Era uma imagem magnífica, pela composição, pelo contraste entre o branco da areia e o azul do céu, pela relação entre as escalas. Mas sobretudo pelo que a sua beleza, muito discretamente, sugeria: um reencontro com as fiçcões e os aspectos poéticos da realidade quotidiana. Citando o próprio Ghirri, aquela imagem, como todas as que integraram Kodachrome, o livro dedicado à sua obra que a editora MACK publicara em 2012, manifestava e consumava um desejo: dizer a identidade real do homem, das coisas, da vida com as imagens do homem, das coisas, da vida”.

Encurte-se estre introito, que já vai longo. O artigo na Artforum tinha, claro, um mote. Uma retrospectiva em Roma, parecendo assinalar, assim, a recuperação de um artista influente e esquecido. Mas Ghirri não é o único de uma “geração” de fotógrafos italianos que a arte contemporânea tem vindo tímida e desconfiadamente a redescobrir. Na Rua de São Mamede, em Lisboa, a Galeria Pedro Alfacinha estreia-se com a exposição Veneto que proporciona, a partir de hoje ao público, o encontro com fotografia de outro nome italiano: Guido Guidi, nascido em Génova em 1941. Passe o cliché, trata-se de um acontecimento. Conte-se, por isso, a história que lhe dá um contexto.

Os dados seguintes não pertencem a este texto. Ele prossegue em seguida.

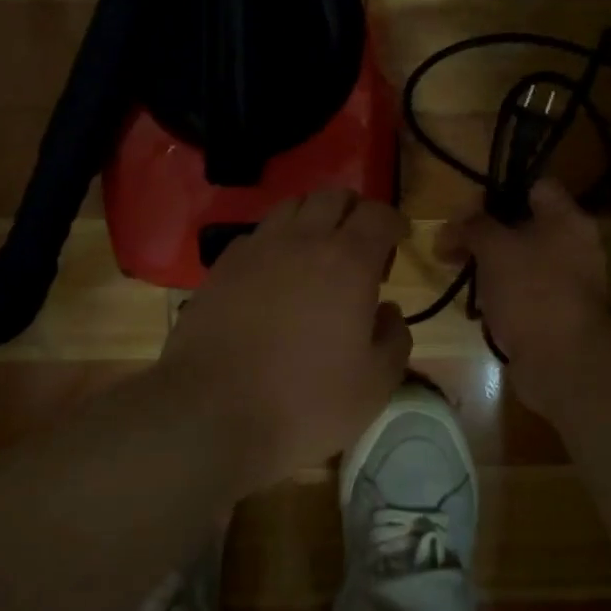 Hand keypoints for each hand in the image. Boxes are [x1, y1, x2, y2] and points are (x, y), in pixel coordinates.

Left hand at [161, 188, 411, 485]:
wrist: (212, 414)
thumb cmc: (305, 402)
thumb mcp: (374, 385)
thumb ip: (395, 338)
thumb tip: (388, 311)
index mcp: (348, 262)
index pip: (377, 214)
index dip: (393, 222)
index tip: (399, 240)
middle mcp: (303, 240)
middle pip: (333, 197)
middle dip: (354, 211)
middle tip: (360, 246)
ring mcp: (257, 249)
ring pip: (292, 206)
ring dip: (313, 219)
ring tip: (317, 253)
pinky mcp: (222, 266)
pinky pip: (258, 234)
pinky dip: (277, 241)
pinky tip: (275, 274)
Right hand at [434, 179, 610, 371]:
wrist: (563, 361)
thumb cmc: (530, 291)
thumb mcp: (494, 248)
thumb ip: (474, 226)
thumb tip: (456, 223)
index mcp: (567, 219)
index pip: (535, 186)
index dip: (500, 190)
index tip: (468, 207)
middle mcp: (573, 245)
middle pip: (523, 224)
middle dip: (484, 233)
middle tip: (450, 244)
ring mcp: (566, 281)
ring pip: (520, 260)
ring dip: (488, 265)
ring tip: (456, 274)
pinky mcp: (556, 312)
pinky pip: (524, 291)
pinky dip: (501, 294)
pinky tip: (477, 305)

“Criei com estes artistas, desde muito cedo, uma afinidade e uma ligação livre do trabalho dos curadores”, revela Pedro Alfacinha que trabalhou na edição Kodachrome. “Por razões diferentes – um já morreu, o outro é um maverick – eles foram sempre muito permeáveis a agentes exteriores e no caso do Guido sempre me chocou a sensação de que o seu trabalho não estava a existir da maneira certa. Não é que tenha exposto pouco, mas há uma insegurança no mundo da arte em relação ao seu trabalho. Há uma tendência para ligar o trabalho dele a motivações ou a temas específicos como a arquitectura ou, por comparação, a outros artistas, o que é horrível. O Guidi não é o [William] Eggleston dos pobres!”. A irritação de Pedro Alfacinha não é gratuita, nasce do conhecimento da história e de histórias: “Antes do Thomas Struth, ele já tinha feito imagens de pessoas a olharem para a arte. Sabe-se que a Becher e a Hilla Becher estudaram o seu trabalho a fundo. A sua influência é assumidíssima em vários artistas alemães, mas não se fala nela”.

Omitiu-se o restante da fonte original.